GIVEN RECORDS Start Marker

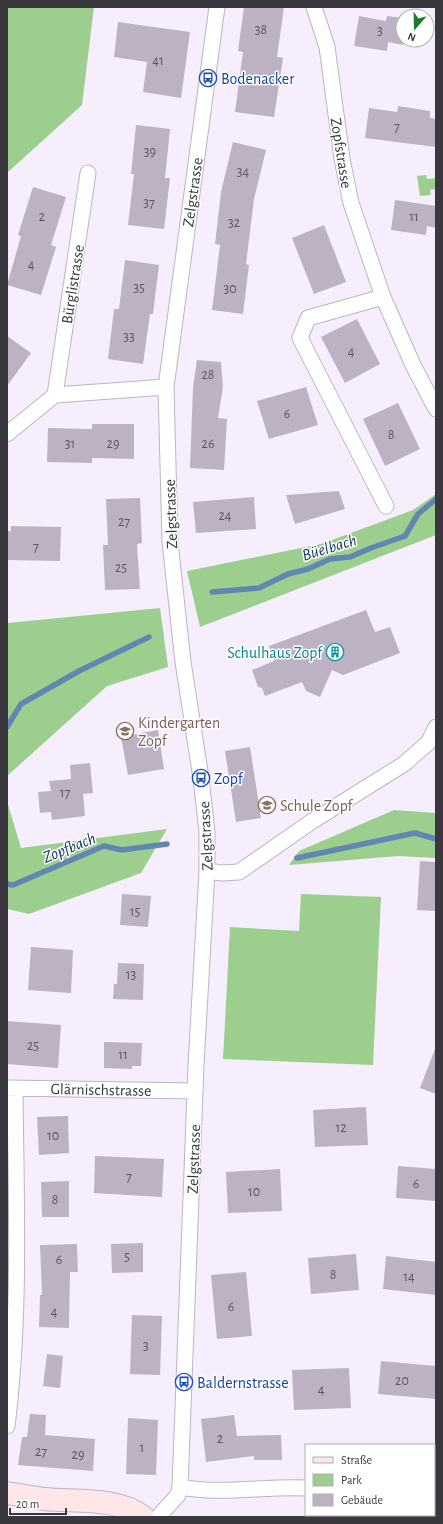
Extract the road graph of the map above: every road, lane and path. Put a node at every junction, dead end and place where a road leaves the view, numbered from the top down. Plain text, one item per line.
1 (217, 7) edge
2 (314, 7) edge
3 (88, 173) dead end
4 (383, 297) junction
5 (166, 387) junction
6 (55, 395) junction
7 (436, 409) edge
8 (7, 434) edge
9 (386, 506) dead end
10 (436, 727) edge
11 (432, 747) edge
12 (207, 871) junction
13 (11, 1088) edge
14 (195, 1091) junction
15 (7, 1426) edge
16 (180, 1487) junction
17 (305, 1488) edge
18 (7, 1493) edge
19 (143, 1517) edge
20 (158, 1517) edge

1 - 5 street, Zelgstrasse
2 - 4 street, Zopfstrasse
3 - 6 street, Bürglistrasse
4 - 7 street, Zopfstrasse
4 - 9 street
5 - 6 street
5 - 12 street, Zelgstrasse
6 - 8 street
10 - 11 street
11 - 12 street
12 - 14 street, Zelgstrasse
13 - 14 street, Glärnischstrasse
13 - 15 street
14 - 16 street, Zelgstrasse
16 - 17 street
16 - 20 street, Zelgstrasse
18 - 19 street

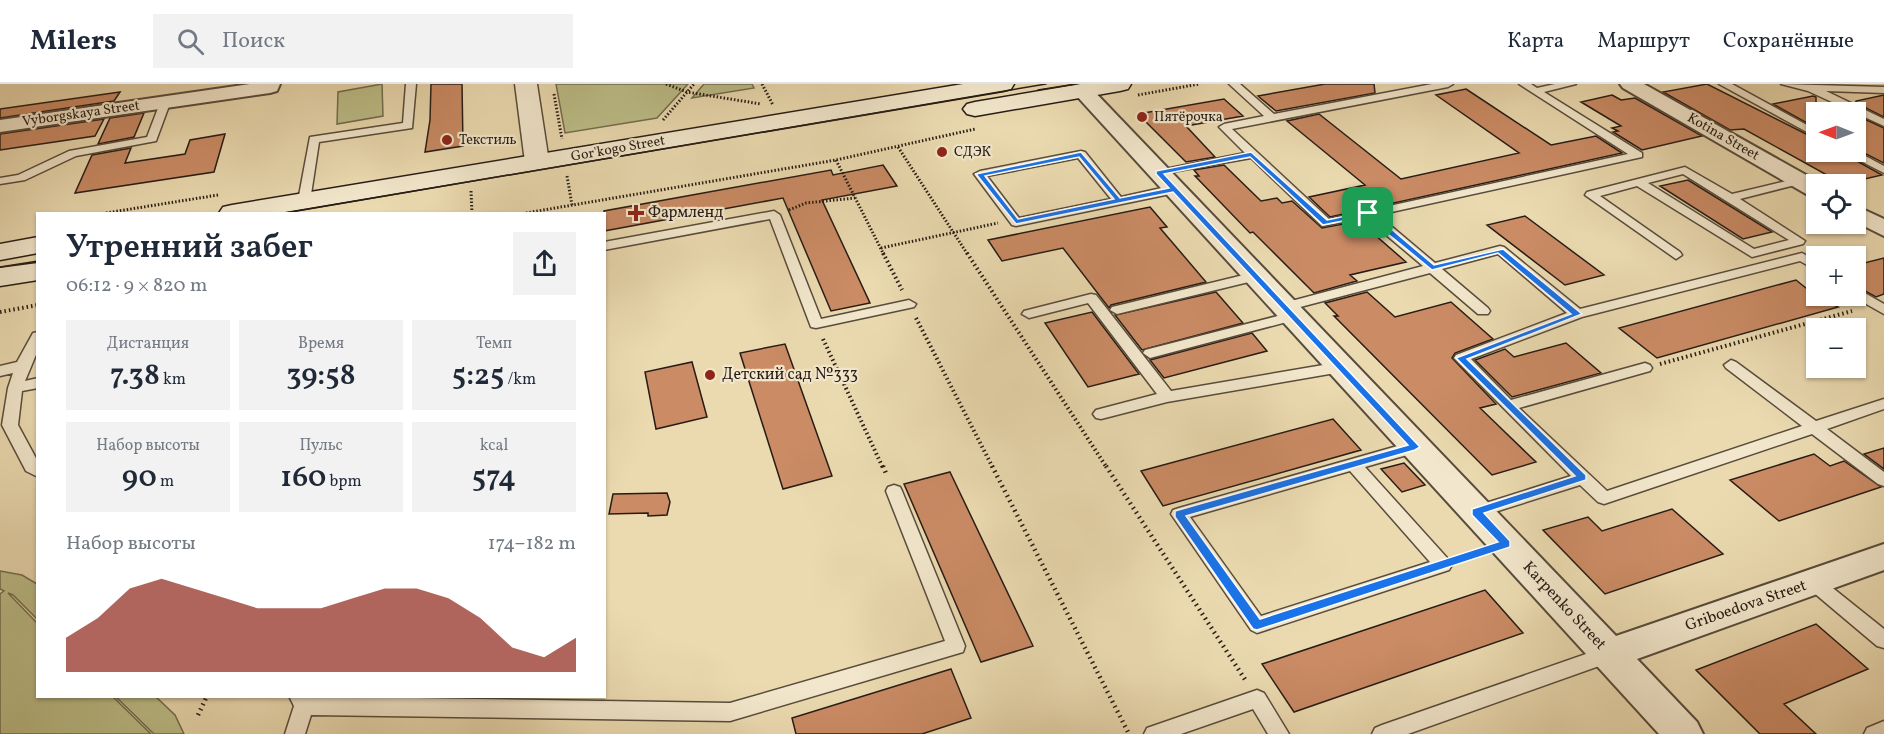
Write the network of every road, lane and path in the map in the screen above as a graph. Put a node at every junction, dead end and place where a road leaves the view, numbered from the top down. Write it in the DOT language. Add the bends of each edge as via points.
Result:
graph roads {
  1 [pos="411,84"];
  2 [pos="526,84"];
  3 [pos="552,84"];
  4 [pos="666,84"];
  5 [pos="694,84"];
  6 [pos="762,84"];
  7 [pos="1003,84"];
  8 [pos="1120,84"];
  9 [pos="1199,84"];
  10 [pos="1234,84"];
  11 [pos="1448,84"];
  12 [pos="1524,84"];
  13 [pos="1571,84"];
  14 [pos="1724,84"];
  15 [pos="1786,84"];
  16 [pos="1637,85"];
  17 [pos="270,86"];
  18 [pos="1810,86"];
  19 [pos="1884,90"];
  20 [pos="1535,91"];
  21 [pos="687,92"];
  22 [pos="1084,92"];
  23 [pos="165,103"];
  24 [pos="1272,118"];
  25 [pos="1884,123"];
  26 [pos="660,124"];
  27 [pos="0,126"];
  28 [pos="979,128"];
  29 [pos="1806,129"];
  30 [pos="562,140"];
  31 [pos="897,147"];
  32 [pos="1251,154"];
  33 [pos="836,160"];
  34 [pos="1866,161"];
  35 [pos="1884,170"];
  36 [pos="538,173"];
  37 [pos="0,181"];
  38 [pos="1167,181"];
  39 [pos="1638,182"];
  40 [pos="1806,185"];
  41 [pos="1806,186"];
  42 [pos="855,198"];
  43 [pos="1730,198"];
  44 [pos="1118,200"];
  45 [pos="304,201"];
  46 [pos="238,212"];
  47 [pos="371,212"];
  48 [pos="532,212"];
  49 [pos="1368,213"];
  50 [pos="774,215"];
  51 [pos="1866,219"];
  52 [pos="1014,220"];
  53 [pos="1884,229"];
  54 [pos="953,232"];
  55 [pos="36,246"];
  56 [pos="606,246"];
  57 [pos="881,248"];
  58 [pos="0,252"];
  59 [pos="1676,255"];
  60 [pos="1806,260"];
  61 [pos="1432,268"];
  62 [pos="36,271"];
  63 [pos="1256,276"];
  64 [pos="0,277"];
  65 [pos="1866,298"];
  66 [pos="909,304"];
  67 [pos="36,305"];
  68 [pos="1880,307"];
  69 [pos="1117,310"];
  70 [pos="1289,311"];
  71 [pos="1483,311"];
  72 [pos="0,312"];
  73 [pos="1029,314"];
  74 [pos="1577,314"];
  75 [pos="816,324"];
  76 [pos="35,344"];
  77 [pos="1150,353"];
  78 [pos="1731,365"];
  79 [pos="22,366"];
  80 [pos="1341,367"];
  81 [pos="1645,368"];
  82 [pos="0,371"];
  83 [pos="36,383"];
  84 [pos="15,388"];
  85 [pos="1167,397"];
  86 [pos="1884,404"];
  87 [pos="1508,406"];
  88 [pos="1101,414"];
  89 [pos="1811,426"];
  90 [pos="1415,447"];
  91 [pos="1353,464"];
  92 [pos="36,470"];
  93 [pos="1583,478"];
  94 [pos="1884,480"];
  95 [pos="894,490"];
  96 [pos="1476,512"];
  97 [pos="1506,544"];
  98 [pos="1884,557"];
  99 [pos="1443,565"];
  100 [pos="1813,582"];
  101 [pos="1884,640"];
  102 [pos="1609,654"];
  103 [pos="206,698"];
  104 [pos="1257,699"];
  105 [pos="301,701"];
  106 [pos="198,715"];
  107 [pos="1884,730"];
  108 [pos="295,734"];
  109 [pos="1129,734"];
  110 [pos="1154,734"];
  111 [pos="1279,734"];
  112 [pos="1382,734"];
  113 [pos="1684,734"];
  114 [pos="1874,734"];
  1 -- 45 [label="lane" via="408,126 314,139"];
  2 -- 36 [label="main road"];
  3 -- 30 [label="path"];
  4 -- 21 [label="path"];
  5 -- 21 [label="path"];
  6 -- 21 [label="path" via="773,106"];
  7 -- 36 [label="main road, Gor'kogo Street"];
  8 -- 22 [label="main road, Gor'kogo Street"];
  9 -- 22 [label="path"];
  10 -- 24 [label="lane"];
  11 -- 24 [label="lane"];
  12 -- 20 [label="lane"];
  13 -- 20 [label="lane"];
  14 -- 29 [label="lane"];
  15 -- 18 [label="lane"];
  16 -- 40 [label="street, Kotina Street"];
  17 -- 23 [label="street, Vyborgskaya Street"];
  18 -- 19 [label="lane"];
  18 -- 25 [label="lane"];
  20 -- 49 [label="lane" via="1638,155"];
  21 -- 26 [label="path"];
  22 -- 36 [label="main road, Gor'kogo Street"];
  22 -- 38 [label="street, Karpenko Street"];
  23 -- 27 [label="street, Vyborgskaya Street"];
  23 -- 37 [label="lane" via="152,139 73,153 21,178"];
  24 -- 32 [label="lane" via="1224,127"];
  28 -- 31 [label="path"];
  31 -- 33 [label="path"];
  31 -- 54 [label="path"];
  32 -- 38 [label="lane"];
  32 -- 49 [label="lane" via="1326,223"];
  33 -- 42 [label="path"];
  33 -- 48 [label="path"];
  34 -- 35 [label="lane"];
  36 -- 45 [label="main road, Gor'kogo Street"];
  36 -- 47 [label="main road, Gor'kogo Street"];
  38 -- 44 [label="lane"];
  38 -- 63 [label="street, Karpenko Street"];
  39 -- 43 [label="lane" via="1685,170"];
  39 -- 43 [label="lane" via="1752,253 1799,241"];
  39 -- 59 [label="lane" via="1591,195"];
  41 -- 43 [label="lane"];
  42 -- 50 [label="path" via="806,203"];
  42 -- 57 [label="path"];
  44 -- 52 [label="lane"];
  44 -- 52 [label="lane" via="1081,154 980,174"];
  45 -- 46 [label="main road, Gor'kogo Street"];
  49 -- 61 [label="lane"];
  50 -- 56 [label="lane"];
  50 -- 75 [label="lane"];
  51 -- 53 [label="street"];
  52 -- 54 [label="path"];
  54 -- 57 [label="path"];
  54 -- 104 [label="path"];
  55 -- 58 [label="main road"];
  57 -- 66 [label="path"];
  60 -- 74 [label="lane" via="1802,257"];
  61 -- 70 [label="lane"];
  61 -- 71 [label="lane"];
  61 -- 74 [label="lane" via="1500,250"];
  62 -- 64 [label="main road"];
  63 -- 69 [label="lane"];
  63 -- 70 [label="street, Karpenko Street"];
  65 -- 68 [label="lane"];
  66 -- 75 [label="lane"];
  66 -- 109 [label="path"];
  67 -- 72 [label="path"];
  68 -- 81 [label="path"];
  70 -- 77 [label="lane"];
  70 -- 80 [label="street, Karpenko Street"];
  73 -- 85 [label="lane" via="1091,298"];
  74 -- 87 [label="lane" via="1461,358"];
  75 -- 95 [label="path"];
  76 -- 79 [label="lane"];
  78 -- 89 [label="lane"];
  79 -- 82 [label="lane"];
  79 -- 84 [label="lane"];
  80 -- 85 [label="lane"];
  80 -- 90 [label="street, Karpenko Street"];
  81 -- 87 [label="lane"];
  83 -- 84 [label="lane"];
  84 -- 92 [label="lane" via="10,425"];
  85 -- 88 [label="lane"];
  86 -- 89 [label="lane"];
  87 -- 93 [label="lane"];
  89 -- 93 [label="lane" via="1604,498"];
  89 -- 94 [label="lane"];
  90 -- 91 [label="lane"];
  90 -- 96 [label="street, Karpenko Street"];
  91 -- 99 [label="lane"];
  91 -- 99 [label="lane" via="1179,514 1257,625"];
  93 -- 96 [label="lane"];
  95 -- 105 [label="lane" via="956,646 730,712"];
  96 -- 97 [label="street, Karpenko Street"];
  97 -- 99 [label="path"];
  97 -- 102 [label="street, Karpenko Street"];
  98 -- 100 [label="street, Griboedova Street"];
  100 -- 101 [label="lane"];
  100 -- 102 [label="street, Griboedova Street"];
  102 -- 112 [label="lane"];
  102 -- 113 [label="street, Karpenko Street"];
  103 -- 106 [label="path"];
  104 -- 110 [label="lane"];
  104 -- 111 [label="lane"];
  105 -- 108 [label="lane"];
  107 -- 114 [label="lane"];
}
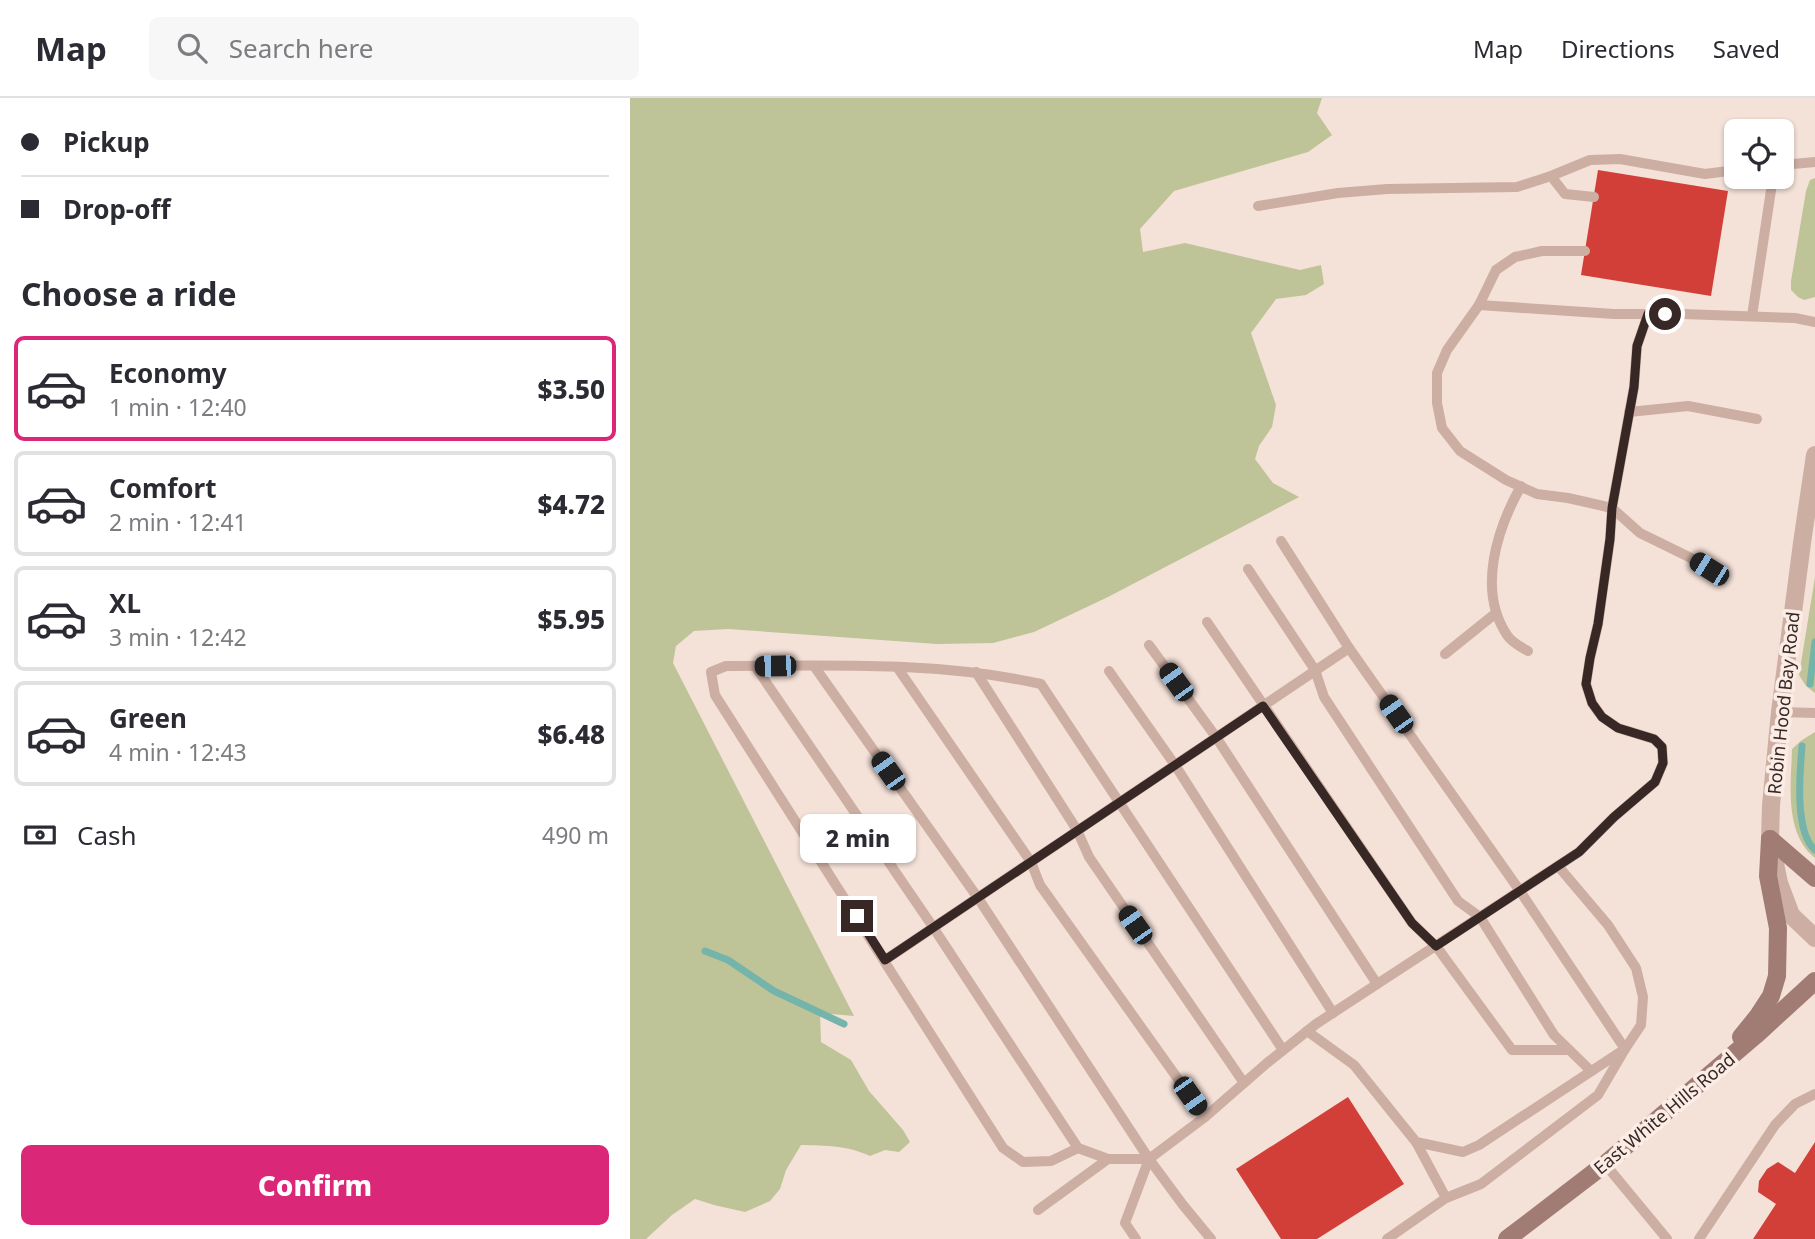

GIVEN RECORDS End Marker

DESCRIPTION OF THE TASK:
Among the lines above, find those that contain the word "Zopfstrasse" and copy them.

EXERCISE SOLUTION:
2 - 4 street, Zopfstrasse
4 - 7 street, Zopfstrasse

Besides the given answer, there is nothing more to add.